** Opening ENTRIES SHOWN block **

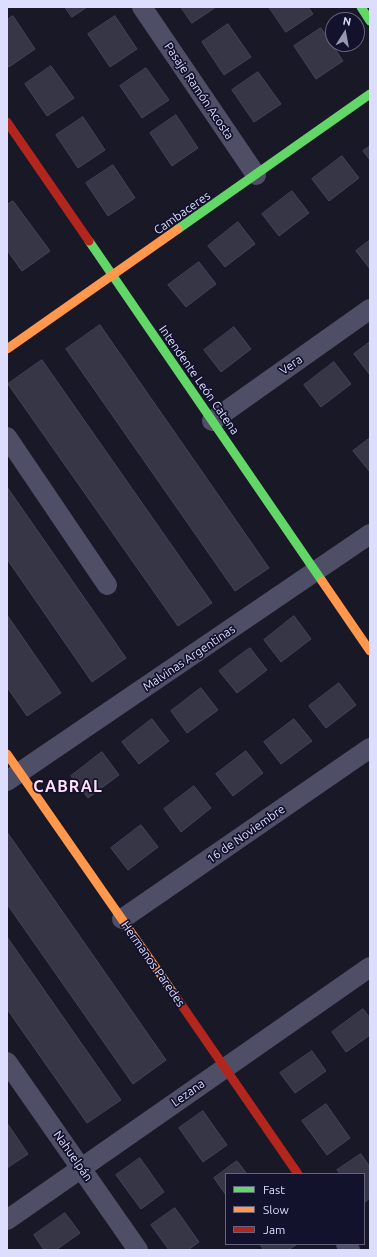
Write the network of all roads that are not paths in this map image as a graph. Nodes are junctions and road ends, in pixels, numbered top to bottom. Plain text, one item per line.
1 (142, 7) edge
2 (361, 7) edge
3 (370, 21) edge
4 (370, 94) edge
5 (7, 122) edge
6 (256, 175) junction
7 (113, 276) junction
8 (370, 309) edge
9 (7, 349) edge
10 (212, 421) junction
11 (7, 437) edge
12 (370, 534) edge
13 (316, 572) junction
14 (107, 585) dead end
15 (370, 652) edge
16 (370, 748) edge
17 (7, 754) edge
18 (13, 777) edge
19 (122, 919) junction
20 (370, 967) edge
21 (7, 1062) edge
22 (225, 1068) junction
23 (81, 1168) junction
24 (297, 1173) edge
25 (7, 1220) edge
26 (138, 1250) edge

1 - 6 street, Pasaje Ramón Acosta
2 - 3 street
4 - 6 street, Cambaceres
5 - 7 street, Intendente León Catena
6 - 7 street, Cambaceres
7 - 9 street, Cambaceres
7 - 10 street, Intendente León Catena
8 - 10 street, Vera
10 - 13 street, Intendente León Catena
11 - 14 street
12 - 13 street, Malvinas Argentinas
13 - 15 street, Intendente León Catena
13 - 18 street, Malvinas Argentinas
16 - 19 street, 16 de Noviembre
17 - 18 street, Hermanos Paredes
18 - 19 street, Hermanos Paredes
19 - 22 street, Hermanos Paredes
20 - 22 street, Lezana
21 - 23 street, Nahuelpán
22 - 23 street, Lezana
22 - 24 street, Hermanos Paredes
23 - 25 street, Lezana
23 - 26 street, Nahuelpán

** Closing ENTRIES SHOWN block **

◆ WHAT IS NEEDED
Repeat the material above exactly; pictures do not belong in the copy.

◆ SOLUTION TO THIS EXERCISE
Write the network of all roads that are not paths in this map image as a graph. Nodes are junctions and road ends, in pixels, numbered top to bottom. Plain text, one item per line.
1 (142, 7) edge
2 (361, 7) edge
3 (370, 21) edge
4 (370, 94) edge
5 (7, 122) edge
6 (256, 175) junction
7 (113, 276) junction
8 (370, 309) edge
9 (7, 349) edge
10 (212, 421) junction
11 (7, 437) edge
12 (370, 534) edge
13 (316, 572) junction
14 (107, 585) dead end
15 (370, 652) edge
16 (370, 748) edge
17 (7, 754) edge
18 (13, 777) edge
19 (122, 919) junction
20 (370, 967) edge
21 (7, 1062) edge
22 (225, 1068) junction
23 (81, 1168) junction
24 (297, 1173) edge
25 (7, 1220) edge
26 (138, 1250) edge

1 - 6 street, Pasaje Ramón Acosta
2 - 3 street
4 - 6 street, Cambaceres
5 - 7 street, Intendente León Catena
6 - 7 street, Cambaceres
7 - 9 street, Cambaceres
7 - 10 street, Intendente León Catena
8 - 10 street, Vera
10 - 13 street, Intendente León Catena
11 - 14 street
12 - 13 street, Malvinas Argentinas
13 - 15 street, Intendente León Catena
13 - 18 street, Malvinas Argentinas
16 - 19 street, 16 de Noviembre
17 - 18 street, Hermanos Paredes
18 - 19 street, Hermanos Paredes
19 - 22 street, Hermanos Paredes
20 - 22 street, Lezana
21 - 23 street, Nahuelpán
22 - 23 street, Lezana
22 - 24 street, Hermanos Paredes
23 - 25 street, Lezana
23 - 26 street, Nahuelpán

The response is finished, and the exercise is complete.